I am quoting my words from my poem Azaleas posted a week before in my blog.

“I still have that old photograph

Me and my mother beside

That new mother happily

bursting with pink azaleas
It was last winter, 

Grandpa had to cut it short 

I still remember that expression

Of discomfort and regret

“Don’t be disheartened baba

They will grow again”, I said.

But his reply gave me a shock

,“They knew I would cut them.

 It gives me much pain to inflict the same upon the plant I planted and nursed.”

“But they will grow next year”, he consoled himself.

Weeks haven’t past

My mom sick and in pain,

Tortured me more…

Yes, there is a strong connection

Between a mother and her child

It was then I realised

My grandpa though a Father figure

Had already become a Mother 

To the plant life he was giving birth

With every passing year,

Trees,plants,orchids and so on…”

How I Became a Tree very much reminds me of my Thulobaba, baba and boju who are very much one with the green friends growing around us- pines, Azaleas, orchid trees( bahunia.sp), bottle brush( my favourite), Oranges (tall and dwarf), lemon, roses, lalupathey,chinaroses, Gauva, orchids and many more I cannot name.I have grown up with the hills, the trees around me, soaking in the aroma of the fresh tea leaves.I have grown up with the orange trees in our orchard. Some are of my father’s age, some even older than him, some are of my age and others are still younger and growing, all so very taller than me. Each winter, they bless us and when we were kids we would spend the whole day in the orchard, often skipping our lunch…

And reading Han Kang’s novel The Vegetarian, “set in modern-day Seoul,tells the story of Yeong-hye, a home-maker, whose decision to stop eating meat after a bloody, nightmarish dream about human cruelty leads to devastating consequences in her personal and familial life”. What struck me more are the lines in part 3.flaming Trees where she explains her dream“ 

[…] “Do you know how I found out? Well, I was in a dream, and I was standing on my head…leaves were growing from my body, and roots were sprouting from my hands…they delve down into the earth. Endlessly,Endlessly…. yes, I spread my legs because I wanted flowers to bloom from my crotch; I spread them wide…” . 

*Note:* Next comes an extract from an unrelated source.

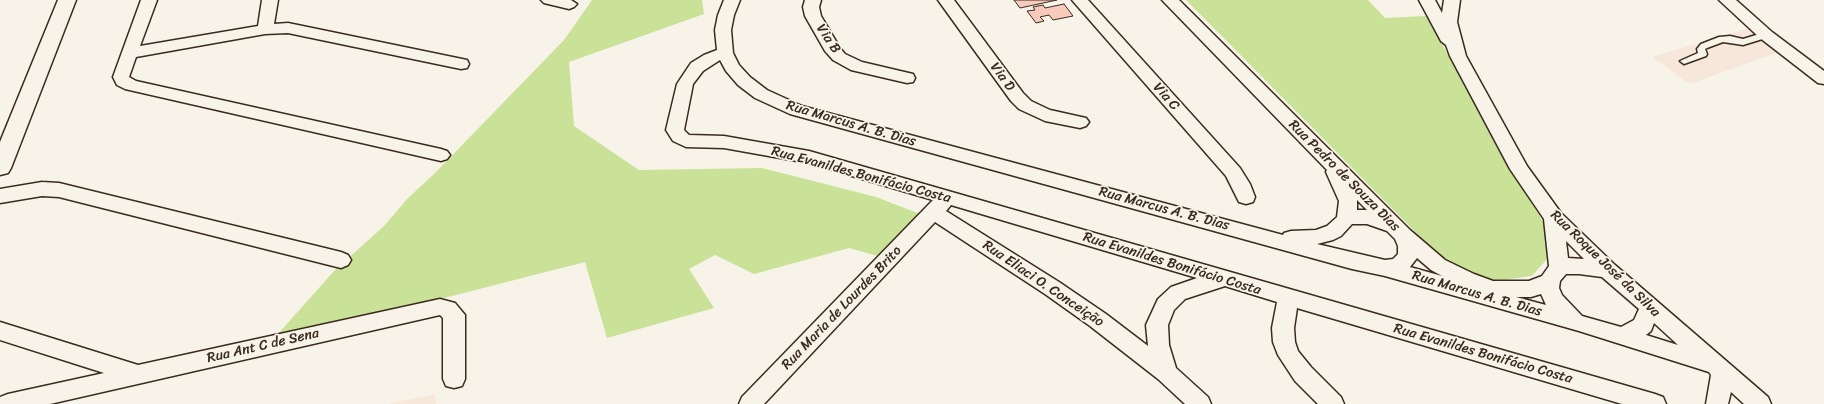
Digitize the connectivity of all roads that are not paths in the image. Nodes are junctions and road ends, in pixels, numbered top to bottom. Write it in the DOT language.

This description goes so well with this amazing book cover.Isn’t the cover amazing ?

And here is the book with its subtle contemplative narrative “Among all desires to become a tree, the most urgent was the need to escape the noise; one was the noise of the humans, the other was the vocabulary of silence of the active life of trees” How I Became A Tree by Sumana Roy is one remarkable book you never want to lose at any cost. I ordered this book from Flipkart (Of course it is available in Amazon). The more you read the more you get absorbed into the detailed photographic experiences and glimpses of the authors’ life. The more you read, the more you feel trees and flowers becoming more alive before your eyes. The way she thinks is unmatched and unparalleled, with her unique comparisons and interesting terms like the “tree-time”. There are chapters like Women as flowers and Women as trees.  This is an exceptional book where one is awestruck and mesmerised at the same time. This book helps you come a hundred steps  closer to the plant kingdom  and feel each senses of a variety of flora breathing together with us. This is a book which is not hard to understand. Written in a simple lucid manner, we are sure to explore every flavour of memoir, literary history, nature studies, spiritual philosophies and botanical research. 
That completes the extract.